Que le marché parfait soit un mythe n’empêche pourtant pas les théoriciens du libéralisme, fascinés par cette idée d’un équilibre produit par l’organisation du marché, de prendre les résultats de leurs calculs pour des vérités. Le temps qu’il faut pour que les déséquilibres se résorbent est pour eux un facteur secondaire, tout comme les oscillations plus ou moins erratiques des marchés laissés libres, et les injustices qui en sont le corollaire. Selon ces théories, ces injustices temporaires seront effacées « tôt ou tard » par la justice immanente du marché. Ils préfèrent, au nom d’une sorte de « physique naturelle » des marchés, postuler que toute tentative de régulation ou de correction (le démon interventionniste) est à priori néfaste. Certes, les thuriféraires du tout marché doivent admettre la réalité ou l’histoire qui nous démontrent les défauts du système (et de la théorie), mais pour eux, c’est la preuve qu’il faut poursuivre les réformes pour parvenir un jour à conformer la réalité humaine et sociale au modèle parfait.
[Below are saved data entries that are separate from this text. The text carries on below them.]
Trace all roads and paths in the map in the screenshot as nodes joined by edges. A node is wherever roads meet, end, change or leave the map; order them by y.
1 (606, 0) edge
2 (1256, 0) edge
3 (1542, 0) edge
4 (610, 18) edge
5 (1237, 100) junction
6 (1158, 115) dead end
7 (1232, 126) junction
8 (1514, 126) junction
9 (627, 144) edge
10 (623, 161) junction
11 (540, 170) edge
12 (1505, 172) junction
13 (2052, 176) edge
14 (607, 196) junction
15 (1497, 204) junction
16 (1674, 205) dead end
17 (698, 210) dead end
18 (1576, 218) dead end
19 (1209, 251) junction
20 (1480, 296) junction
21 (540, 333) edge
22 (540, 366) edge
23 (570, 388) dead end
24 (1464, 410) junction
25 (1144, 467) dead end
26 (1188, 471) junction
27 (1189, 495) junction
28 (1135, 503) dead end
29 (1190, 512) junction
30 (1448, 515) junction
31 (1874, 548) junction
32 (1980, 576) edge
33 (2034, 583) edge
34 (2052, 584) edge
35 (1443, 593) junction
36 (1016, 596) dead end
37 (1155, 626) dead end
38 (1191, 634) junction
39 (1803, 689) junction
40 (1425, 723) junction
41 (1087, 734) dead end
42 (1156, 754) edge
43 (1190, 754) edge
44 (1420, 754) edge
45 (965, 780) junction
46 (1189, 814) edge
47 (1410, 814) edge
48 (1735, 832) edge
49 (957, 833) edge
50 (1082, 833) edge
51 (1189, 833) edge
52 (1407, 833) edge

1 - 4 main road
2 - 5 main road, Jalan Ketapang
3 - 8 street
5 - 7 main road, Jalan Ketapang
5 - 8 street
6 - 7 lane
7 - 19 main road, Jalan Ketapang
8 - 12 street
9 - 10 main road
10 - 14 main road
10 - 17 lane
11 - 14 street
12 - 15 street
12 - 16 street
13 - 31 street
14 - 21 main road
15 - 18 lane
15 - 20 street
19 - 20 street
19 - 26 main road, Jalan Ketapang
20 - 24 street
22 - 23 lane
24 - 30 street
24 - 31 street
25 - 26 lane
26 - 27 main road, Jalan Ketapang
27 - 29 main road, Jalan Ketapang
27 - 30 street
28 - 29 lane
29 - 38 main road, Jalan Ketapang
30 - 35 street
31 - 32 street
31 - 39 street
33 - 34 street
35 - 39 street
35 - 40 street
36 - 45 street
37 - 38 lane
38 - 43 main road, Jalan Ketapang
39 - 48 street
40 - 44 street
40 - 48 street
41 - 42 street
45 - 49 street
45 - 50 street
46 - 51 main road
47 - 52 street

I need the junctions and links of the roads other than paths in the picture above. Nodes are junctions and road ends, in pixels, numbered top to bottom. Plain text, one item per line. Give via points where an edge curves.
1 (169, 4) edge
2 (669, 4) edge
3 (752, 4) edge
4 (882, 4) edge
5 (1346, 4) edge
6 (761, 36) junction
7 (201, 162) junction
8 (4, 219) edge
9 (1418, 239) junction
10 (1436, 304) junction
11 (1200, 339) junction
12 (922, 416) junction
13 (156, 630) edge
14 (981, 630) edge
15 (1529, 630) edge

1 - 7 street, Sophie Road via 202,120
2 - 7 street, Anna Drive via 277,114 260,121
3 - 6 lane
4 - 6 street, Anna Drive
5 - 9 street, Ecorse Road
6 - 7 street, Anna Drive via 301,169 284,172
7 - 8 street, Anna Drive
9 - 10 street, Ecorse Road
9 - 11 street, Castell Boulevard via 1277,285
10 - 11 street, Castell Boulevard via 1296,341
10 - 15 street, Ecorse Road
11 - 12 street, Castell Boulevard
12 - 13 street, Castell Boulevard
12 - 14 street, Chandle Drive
Au delà de la question de la justice humaine, il faut aussi souligner que le système lui-même de régulation par le marché est oublieux d’un certain nombre de facteurs. Les transactions boursières ne s’intéressent pas à l’emploi des salariés, pas plus que les marchands d’esclaves ne se préoccupaient de l’avis de ceux qu’ils vendaient. Certains effets d’aubaine produisent des destructions de ressources (surpêche, épuisement de gisements, pollutions non traitées) et il s’instaure aussi une concurrence du moins disant écologique, car certaines « parties prenantes » ne sont pas représentées dans la négociation (environnement, générations futures). Pour tous ceux qui sont alarmés par la crise écologique, il est maintenant évident que, si on peut prêter aux marchés des vertus dynamiques et de la réactivité, il reste illusoire, sans une forte régulation, d’espérer orienter cette dynamique vers les préoccupations à long terme de la sauvegarde planétaire.
Comme beaucoup de choses sur Terre, l’environnement ou la qualité de vie de nos descendants ne sont pas une marchandise.